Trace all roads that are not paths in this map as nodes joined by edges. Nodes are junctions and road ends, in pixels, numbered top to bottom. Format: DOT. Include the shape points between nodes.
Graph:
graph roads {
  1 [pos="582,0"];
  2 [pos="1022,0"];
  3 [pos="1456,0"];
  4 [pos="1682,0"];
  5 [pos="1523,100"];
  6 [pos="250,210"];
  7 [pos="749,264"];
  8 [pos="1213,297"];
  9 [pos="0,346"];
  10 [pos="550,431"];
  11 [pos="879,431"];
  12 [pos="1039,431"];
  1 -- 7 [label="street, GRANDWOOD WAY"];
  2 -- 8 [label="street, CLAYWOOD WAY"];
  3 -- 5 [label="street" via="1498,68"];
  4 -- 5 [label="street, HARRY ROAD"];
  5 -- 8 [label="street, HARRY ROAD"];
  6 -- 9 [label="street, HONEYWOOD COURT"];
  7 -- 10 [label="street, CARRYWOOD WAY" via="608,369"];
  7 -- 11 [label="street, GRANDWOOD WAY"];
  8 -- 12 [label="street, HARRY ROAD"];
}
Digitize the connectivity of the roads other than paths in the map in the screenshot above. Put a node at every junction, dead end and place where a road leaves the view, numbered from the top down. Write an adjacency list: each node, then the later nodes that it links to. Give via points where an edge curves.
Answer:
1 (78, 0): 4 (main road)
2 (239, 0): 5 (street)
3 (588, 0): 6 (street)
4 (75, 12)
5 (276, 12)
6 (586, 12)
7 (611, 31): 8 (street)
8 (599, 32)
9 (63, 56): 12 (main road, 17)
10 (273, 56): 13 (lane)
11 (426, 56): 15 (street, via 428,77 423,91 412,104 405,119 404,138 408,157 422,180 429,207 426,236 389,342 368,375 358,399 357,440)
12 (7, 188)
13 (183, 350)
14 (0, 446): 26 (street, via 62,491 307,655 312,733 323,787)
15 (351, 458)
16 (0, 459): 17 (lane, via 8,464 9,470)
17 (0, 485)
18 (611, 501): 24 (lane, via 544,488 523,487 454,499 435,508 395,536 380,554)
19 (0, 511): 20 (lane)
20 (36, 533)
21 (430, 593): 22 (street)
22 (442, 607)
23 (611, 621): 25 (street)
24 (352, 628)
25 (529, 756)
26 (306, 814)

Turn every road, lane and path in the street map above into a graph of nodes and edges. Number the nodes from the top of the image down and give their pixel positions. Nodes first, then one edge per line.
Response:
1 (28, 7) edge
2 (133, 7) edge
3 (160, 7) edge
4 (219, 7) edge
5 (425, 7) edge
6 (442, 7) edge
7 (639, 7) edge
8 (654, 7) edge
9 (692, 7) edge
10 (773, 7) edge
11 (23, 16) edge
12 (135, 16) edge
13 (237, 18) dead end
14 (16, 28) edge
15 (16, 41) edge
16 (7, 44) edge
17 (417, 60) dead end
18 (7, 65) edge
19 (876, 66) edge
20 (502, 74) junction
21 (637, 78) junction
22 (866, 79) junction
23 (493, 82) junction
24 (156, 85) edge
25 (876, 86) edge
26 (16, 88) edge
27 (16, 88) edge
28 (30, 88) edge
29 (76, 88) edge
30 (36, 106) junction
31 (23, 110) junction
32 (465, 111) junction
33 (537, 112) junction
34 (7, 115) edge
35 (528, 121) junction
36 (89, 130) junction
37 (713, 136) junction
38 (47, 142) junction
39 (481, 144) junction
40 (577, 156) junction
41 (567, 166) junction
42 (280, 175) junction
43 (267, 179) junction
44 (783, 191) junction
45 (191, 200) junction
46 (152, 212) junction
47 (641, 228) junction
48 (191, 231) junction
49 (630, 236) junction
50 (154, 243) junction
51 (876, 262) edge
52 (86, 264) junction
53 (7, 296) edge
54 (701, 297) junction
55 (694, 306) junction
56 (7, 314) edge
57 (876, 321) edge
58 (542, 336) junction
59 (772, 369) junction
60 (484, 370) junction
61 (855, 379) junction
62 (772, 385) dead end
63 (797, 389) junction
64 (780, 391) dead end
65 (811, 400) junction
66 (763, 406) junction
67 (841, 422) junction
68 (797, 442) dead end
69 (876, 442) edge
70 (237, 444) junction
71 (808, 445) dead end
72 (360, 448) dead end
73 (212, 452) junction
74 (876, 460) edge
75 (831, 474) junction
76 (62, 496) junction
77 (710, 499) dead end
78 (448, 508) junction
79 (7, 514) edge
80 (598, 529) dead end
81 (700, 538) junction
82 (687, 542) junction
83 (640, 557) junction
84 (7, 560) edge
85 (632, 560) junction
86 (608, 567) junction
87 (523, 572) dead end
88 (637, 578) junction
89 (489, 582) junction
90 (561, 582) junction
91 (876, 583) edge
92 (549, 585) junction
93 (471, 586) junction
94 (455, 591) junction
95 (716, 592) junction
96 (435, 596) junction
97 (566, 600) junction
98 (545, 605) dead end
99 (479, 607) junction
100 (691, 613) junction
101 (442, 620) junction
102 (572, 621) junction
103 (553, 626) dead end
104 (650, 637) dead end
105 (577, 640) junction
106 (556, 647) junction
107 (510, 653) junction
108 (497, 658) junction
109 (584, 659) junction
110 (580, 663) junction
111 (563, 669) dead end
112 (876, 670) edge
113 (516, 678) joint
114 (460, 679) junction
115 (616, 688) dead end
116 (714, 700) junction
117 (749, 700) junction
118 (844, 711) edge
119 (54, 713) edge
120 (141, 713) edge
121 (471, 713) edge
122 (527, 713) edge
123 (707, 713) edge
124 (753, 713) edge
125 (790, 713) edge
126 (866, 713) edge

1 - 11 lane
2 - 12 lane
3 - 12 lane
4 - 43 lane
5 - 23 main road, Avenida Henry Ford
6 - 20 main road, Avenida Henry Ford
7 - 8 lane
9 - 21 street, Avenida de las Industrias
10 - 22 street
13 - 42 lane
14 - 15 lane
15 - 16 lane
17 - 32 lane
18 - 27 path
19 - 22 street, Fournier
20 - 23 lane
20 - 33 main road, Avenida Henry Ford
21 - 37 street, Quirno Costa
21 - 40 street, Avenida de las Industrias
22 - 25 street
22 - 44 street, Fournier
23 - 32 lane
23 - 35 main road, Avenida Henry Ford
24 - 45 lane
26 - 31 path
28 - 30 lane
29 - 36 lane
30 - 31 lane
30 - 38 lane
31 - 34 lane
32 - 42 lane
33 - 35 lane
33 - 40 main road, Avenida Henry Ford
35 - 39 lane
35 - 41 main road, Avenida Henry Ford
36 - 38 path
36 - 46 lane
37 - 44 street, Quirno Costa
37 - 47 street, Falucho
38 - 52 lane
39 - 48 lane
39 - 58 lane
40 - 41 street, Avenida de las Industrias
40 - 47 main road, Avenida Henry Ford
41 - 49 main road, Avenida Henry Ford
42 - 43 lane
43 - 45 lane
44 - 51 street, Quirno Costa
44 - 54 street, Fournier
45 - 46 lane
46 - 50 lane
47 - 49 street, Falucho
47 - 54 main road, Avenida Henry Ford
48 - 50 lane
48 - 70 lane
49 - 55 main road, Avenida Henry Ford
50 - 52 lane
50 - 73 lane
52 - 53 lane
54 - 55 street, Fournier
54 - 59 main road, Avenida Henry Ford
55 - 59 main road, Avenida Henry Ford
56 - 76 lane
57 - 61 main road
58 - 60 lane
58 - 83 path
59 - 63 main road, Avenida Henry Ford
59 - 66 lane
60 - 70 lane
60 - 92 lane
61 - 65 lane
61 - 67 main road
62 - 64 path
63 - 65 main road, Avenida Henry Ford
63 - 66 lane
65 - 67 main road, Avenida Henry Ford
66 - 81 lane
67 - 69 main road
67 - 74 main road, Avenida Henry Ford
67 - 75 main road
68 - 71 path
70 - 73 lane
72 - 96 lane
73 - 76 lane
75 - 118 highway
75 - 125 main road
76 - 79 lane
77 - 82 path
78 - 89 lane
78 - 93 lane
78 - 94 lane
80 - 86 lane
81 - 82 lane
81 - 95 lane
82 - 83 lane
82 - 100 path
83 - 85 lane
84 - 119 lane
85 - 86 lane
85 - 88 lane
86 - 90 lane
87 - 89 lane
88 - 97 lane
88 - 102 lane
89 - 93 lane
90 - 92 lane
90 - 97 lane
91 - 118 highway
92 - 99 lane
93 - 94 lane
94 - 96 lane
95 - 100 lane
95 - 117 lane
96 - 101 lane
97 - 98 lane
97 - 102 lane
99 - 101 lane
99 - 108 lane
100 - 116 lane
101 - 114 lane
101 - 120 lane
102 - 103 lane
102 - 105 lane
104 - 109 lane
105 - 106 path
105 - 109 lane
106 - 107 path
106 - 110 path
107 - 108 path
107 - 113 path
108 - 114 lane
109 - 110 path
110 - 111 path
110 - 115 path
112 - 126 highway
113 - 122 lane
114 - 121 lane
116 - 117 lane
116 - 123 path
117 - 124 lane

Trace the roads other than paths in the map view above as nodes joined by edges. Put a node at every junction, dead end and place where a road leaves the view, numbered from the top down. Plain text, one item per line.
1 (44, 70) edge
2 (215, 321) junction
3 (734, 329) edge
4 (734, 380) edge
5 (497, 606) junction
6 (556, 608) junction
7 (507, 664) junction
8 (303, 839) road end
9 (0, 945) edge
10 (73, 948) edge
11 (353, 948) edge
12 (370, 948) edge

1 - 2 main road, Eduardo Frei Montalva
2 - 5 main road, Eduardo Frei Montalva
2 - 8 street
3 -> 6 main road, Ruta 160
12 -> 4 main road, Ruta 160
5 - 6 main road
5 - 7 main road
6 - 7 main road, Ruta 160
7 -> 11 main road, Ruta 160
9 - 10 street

-----

## EXERCISE DETAILS
Where a line in the material above holds "joined", copy that line.

## OUTPUT OF THE TASK
Trace all roads that are not paths in this map as nodes joined by edges. Nodes are junctions and road ends, in pixels, numbered top to bottom. Format: DOT. Include the shape points between nodes.
Trace the roads other than paths in the map view above as nodes joined by edges. Put a node at every junction, dead end and place where a road leaves the view, numbered from the top down. Plain text, one item per line.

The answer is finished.